___ Task data ___

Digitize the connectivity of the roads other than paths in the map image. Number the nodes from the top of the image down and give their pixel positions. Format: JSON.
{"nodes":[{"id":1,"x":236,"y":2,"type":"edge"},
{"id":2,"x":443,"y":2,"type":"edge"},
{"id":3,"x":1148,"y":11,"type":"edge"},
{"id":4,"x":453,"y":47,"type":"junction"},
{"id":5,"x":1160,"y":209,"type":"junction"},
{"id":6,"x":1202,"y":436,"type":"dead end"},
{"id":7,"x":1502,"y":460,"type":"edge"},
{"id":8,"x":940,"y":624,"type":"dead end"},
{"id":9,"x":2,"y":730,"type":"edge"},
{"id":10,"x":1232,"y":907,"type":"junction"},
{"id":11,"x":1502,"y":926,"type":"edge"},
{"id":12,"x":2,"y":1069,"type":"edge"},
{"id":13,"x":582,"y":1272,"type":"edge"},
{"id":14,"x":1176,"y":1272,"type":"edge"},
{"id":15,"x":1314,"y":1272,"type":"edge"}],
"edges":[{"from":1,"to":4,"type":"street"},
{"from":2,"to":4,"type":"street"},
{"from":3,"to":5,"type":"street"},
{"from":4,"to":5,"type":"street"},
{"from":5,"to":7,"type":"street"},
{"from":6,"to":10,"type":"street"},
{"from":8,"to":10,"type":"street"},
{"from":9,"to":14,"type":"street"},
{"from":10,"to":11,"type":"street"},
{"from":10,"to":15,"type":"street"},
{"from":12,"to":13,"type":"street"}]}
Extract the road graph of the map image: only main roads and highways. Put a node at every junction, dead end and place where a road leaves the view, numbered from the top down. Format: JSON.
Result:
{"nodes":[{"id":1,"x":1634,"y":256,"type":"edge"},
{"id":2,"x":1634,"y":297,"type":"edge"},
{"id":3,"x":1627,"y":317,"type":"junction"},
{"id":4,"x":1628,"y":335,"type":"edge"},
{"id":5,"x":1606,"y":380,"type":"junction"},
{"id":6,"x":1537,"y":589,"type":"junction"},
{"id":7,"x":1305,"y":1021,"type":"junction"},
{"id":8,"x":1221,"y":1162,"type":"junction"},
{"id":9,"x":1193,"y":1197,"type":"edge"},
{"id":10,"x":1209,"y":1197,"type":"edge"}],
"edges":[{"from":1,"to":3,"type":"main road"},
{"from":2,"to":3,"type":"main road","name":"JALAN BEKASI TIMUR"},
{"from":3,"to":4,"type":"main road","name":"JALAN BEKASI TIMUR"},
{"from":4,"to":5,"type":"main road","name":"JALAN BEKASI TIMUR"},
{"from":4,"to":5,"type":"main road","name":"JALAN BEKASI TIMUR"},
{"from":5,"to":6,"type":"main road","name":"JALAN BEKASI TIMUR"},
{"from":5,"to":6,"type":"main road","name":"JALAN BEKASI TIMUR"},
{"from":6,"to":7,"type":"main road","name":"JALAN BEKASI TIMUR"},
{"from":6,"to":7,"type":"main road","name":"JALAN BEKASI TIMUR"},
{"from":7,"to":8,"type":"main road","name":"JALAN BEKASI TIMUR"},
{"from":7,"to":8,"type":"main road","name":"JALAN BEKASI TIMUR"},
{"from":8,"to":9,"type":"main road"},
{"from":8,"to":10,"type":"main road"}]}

___

Required action – Only the lines from the beginning of the entries through the line bearing "Extract the road" should be returned, each exactly as written.

Response to the exercise –
Digitize the connectivity of the roads other than paths in the map image. Number the nodes from the top of the image down and give their pixel positions. Format: JSON.
{"nodes":[{"id":1,"x":236,"y":2,"type":"edge"},
{"id":2,"x":443,"y":2,"type":"edge"},
{"id":3,"x":1148,"y":11,"type":"edge"},
{"id":4,"x":453,"y":47,"type":"junction"},
{"id":5,"x":1160,"y":209,"type":"junction"},
{"id":6,"x":1202,"y":436,"type":"dead end"},
{"id":7,"x":1502,"y":460,"type":"edge"},
{"id":8,"x":940,"y":624,"type":"dead end"},
{"id":9,"x":2,"y":730,"type":"edge"},
{"id":10,"x":1232,"y":907,"type":"junction"},
{"id":11,"x":1502,"y":926,"type":"edge"},
{"id":12,"x":2,"y":1069,"type":"edge"},
{"id":13,"x":582,"y":1272,"type":"edge"},
{"id":14,"x":1176,"y":1272,"type":"edge"},
{"id":15,"x":1314,"y":1272,"type":"edge"}],
"edges":[{"from":1,"to":4,"type":"street"},
{"from":2,"to":4,"type":"street"},
{"from":3,"to":5,"type":"street"},
{"from":4,"to":5,"type":"street"},
{"from":5,"to":7,"type":"street"},
{"from":6,"to":10,"type":"street"},
{"from":8,"to":10,"type":"street"},
{"from":9,"to":14,"type":"street"},
{"from":10,"to":11,"type":"street"},
{"from":10,"to":15,"type":"street"},
{"from":12,"to":13,"type":"street"}]}
Extract the road graph of the map image: only main roads and highways. Put a node at every junction, dead end and place where a road leaves the view, numbered from the top down. Format: JSON.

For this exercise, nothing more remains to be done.